▶ Work order: List each line of the data that holds the string "object".

▶ Available records:

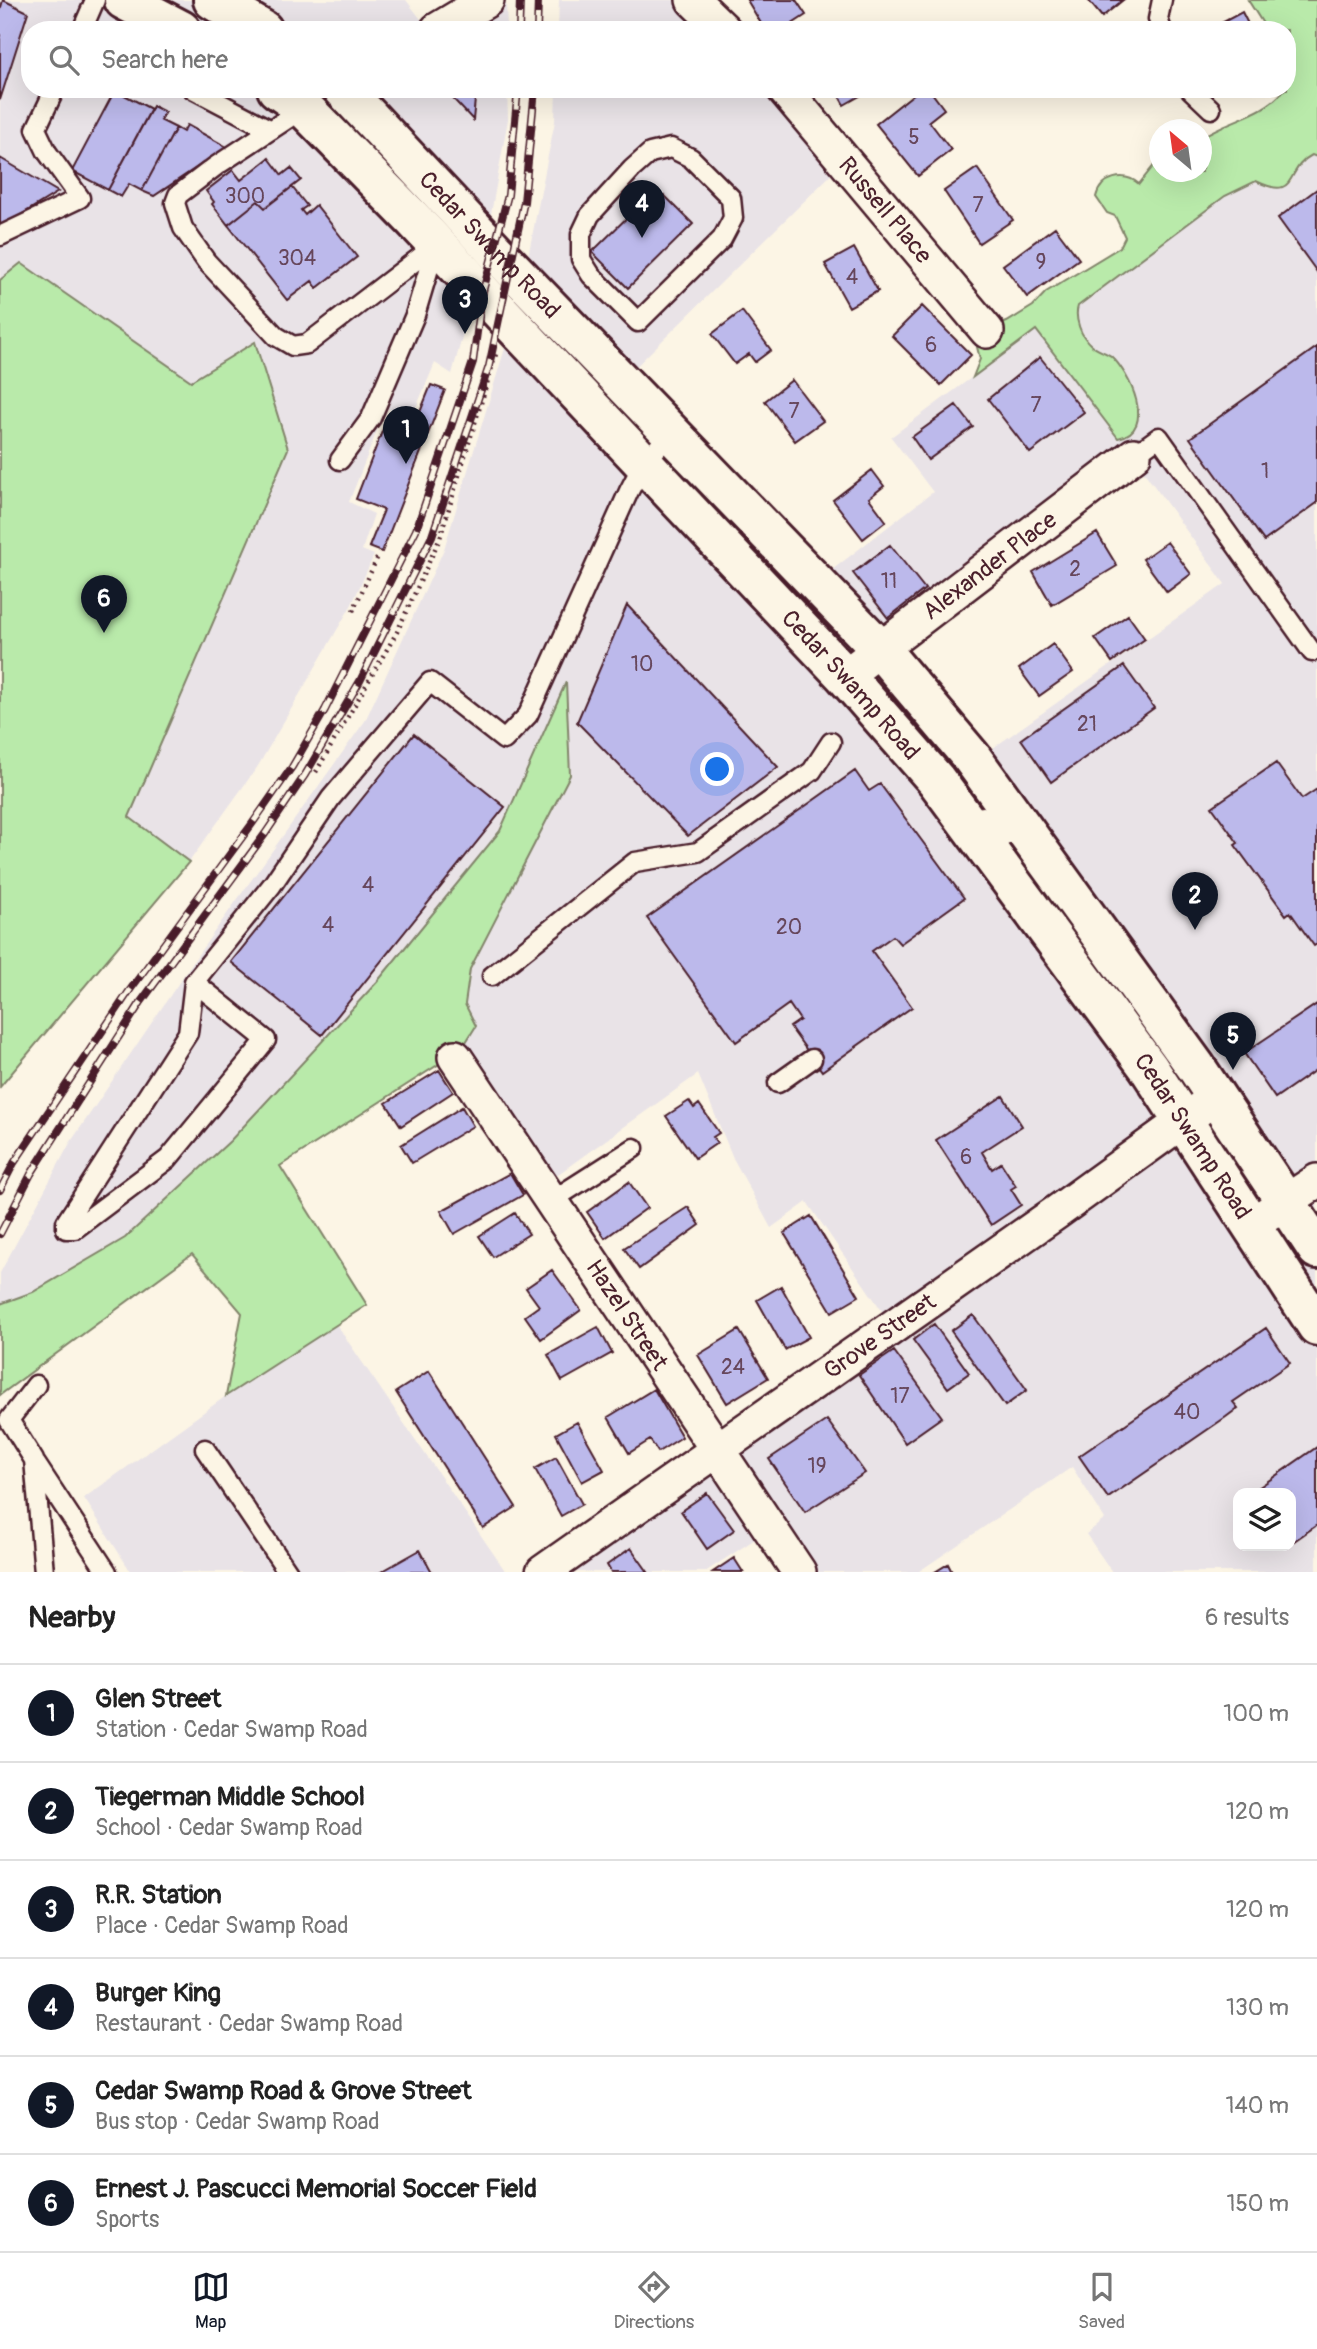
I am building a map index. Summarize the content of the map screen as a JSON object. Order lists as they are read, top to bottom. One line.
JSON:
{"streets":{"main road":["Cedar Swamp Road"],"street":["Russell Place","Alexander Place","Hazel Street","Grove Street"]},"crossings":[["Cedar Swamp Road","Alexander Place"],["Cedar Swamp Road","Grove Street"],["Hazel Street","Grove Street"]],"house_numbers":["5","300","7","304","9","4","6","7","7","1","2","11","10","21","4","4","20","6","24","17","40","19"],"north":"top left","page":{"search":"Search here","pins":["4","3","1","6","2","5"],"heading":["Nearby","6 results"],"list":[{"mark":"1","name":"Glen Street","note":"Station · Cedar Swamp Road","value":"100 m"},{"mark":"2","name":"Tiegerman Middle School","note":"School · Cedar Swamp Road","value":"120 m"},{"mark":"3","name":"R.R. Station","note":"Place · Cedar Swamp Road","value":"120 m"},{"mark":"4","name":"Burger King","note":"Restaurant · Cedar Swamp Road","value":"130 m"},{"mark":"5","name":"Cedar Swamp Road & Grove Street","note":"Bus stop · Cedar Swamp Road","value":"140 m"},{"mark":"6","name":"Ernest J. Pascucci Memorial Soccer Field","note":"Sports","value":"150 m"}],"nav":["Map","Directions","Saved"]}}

* * *

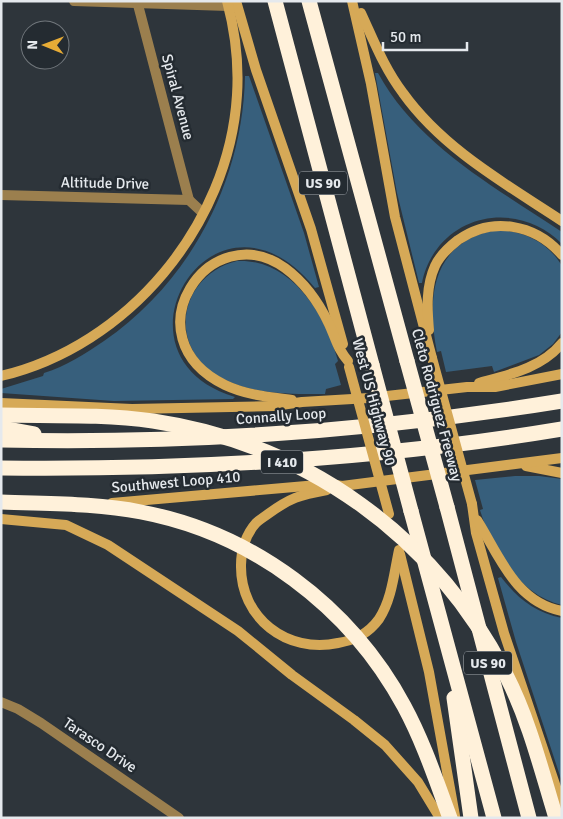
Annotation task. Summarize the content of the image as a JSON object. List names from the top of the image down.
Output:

...

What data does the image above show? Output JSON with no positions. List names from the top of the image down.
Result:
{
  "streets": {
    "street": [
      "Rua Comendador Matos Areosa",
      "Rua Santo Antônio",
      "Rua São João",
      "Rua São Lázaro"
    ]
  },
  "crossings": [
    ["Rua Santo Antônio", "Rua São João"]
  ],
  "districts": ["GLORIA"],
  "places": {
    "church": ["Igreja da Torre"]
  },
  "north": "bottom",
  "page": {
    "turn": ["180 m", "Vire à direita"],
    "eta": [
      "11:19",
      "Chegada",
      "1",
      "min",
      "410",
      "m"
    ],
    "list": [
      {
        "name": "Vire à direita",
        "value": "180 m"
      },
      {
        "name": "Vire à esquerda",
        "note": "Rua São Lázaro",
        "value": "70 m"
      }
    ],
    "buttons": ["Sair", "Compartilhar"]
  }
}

▶ Problem solution:
I am building a map index. Summarize the content of the map screen as a JSON object. Order lists as they are read, top to bottom. One line.
Annotation task. Summarize the content of the image as a JSON object. List names from the top of the image down.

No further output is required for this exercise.